The result is that they come to some interesting conclusions about differences in the thinking on military robotization as between Russia and the West. In particular, they argue that the Russian government is, if anything, more ambitious than the West with regard to robotization--that one can see this in their greater hope of replacing rather than augmenting human personnel with robots (hence, "robotization"); the signs they give of greater expectations of soon being able to deploy significant numbers of combat robots on the ground, like unmanned tanks; and their apparently greater willingness to countenance those systems using deadly force on an autonomous, no-human-in-the-loop basis.
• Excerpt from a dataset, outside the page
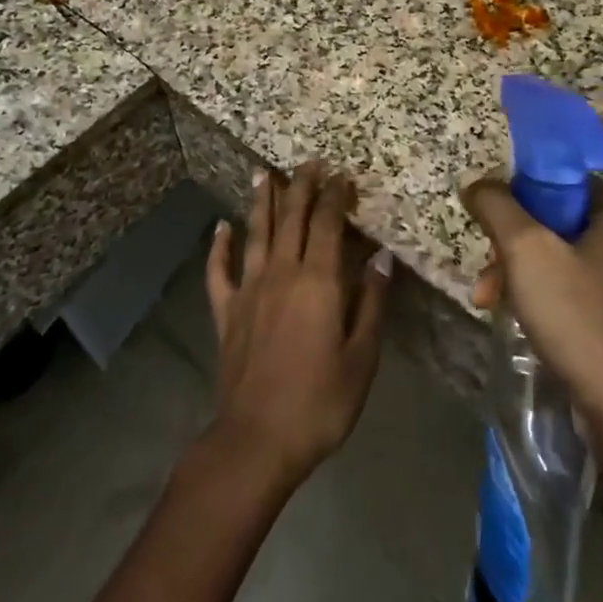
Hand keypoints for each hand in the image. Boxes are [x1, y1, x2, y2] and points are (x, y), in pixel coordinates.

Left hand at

The authors also acknowledge the distance between the actual state-of-the-art in Russian, and everyone else's, robotics. And, as suggested by the title of their study itself (foregrounding "asymmetric response" while relegating mention of robotics to the subtitle), they stress the extent to which the government's ambitions reflect the difficulties of its situation--not least its demographic limitations relative to its rivals, and what its government may see as a geopolitical balance shifting disadvantageously in the near term. (Russia, after all, is a country of 150 million--as against a NATO alliance of some 900 million and growing, or a China of 1.4 billion--while even a Russian military devoted solely to homeland defense of the Russian Federation's territory would have that less than 2 percent of the world's population trying to hold a sixth of the world's landmass.)

The result is that the Russian government's high aspirations in the field of robotics can seem to come down to the hope of "wonder weapons" helping to salvage a worsening security situation--to an implausible degree. After all, overoptimism about the possible rate of progress aside, the fact remains that if Russia is not without some strengths here (among them a good STEM educational system, a relatively well-digitized economy and a genuinely serious government commitment here), it is far from clear how it would vault ahead of the rest of the world in this area given its not only being well behind other nations in even relatively easy areas like the less-demanding aerial drones to the point of relying heavily on foreign inputs for their production, numerous factors handicap it in any "race to AI superweaponry"--be it its having a much smaller industrial base than many other major states (its industrial disadvantage actually far exceeding its demographic disadvantage); its pointed weakness in many of the specific technological areas relevant to producing such weaponry (like the production of semiconductors, and their own required inputs); the difficulties for its activity posed by a sanctions regime increasingly incorporating the most important producers in those fields where it relies on imports (directed against not just Russia, but its important partner China); and the many enduring obstacles to its development broadly (like slight industry-academic collaboration, and the prospect of a "brain drain" as underemployed talent leaves the country for work abroad). Still, no one should be under any illusions about such problems being uniquely Russian, with, to all evidences, every major power currently and significantly a captive of technological hype as it copes with a world situation that is not all that any of them would like it to be.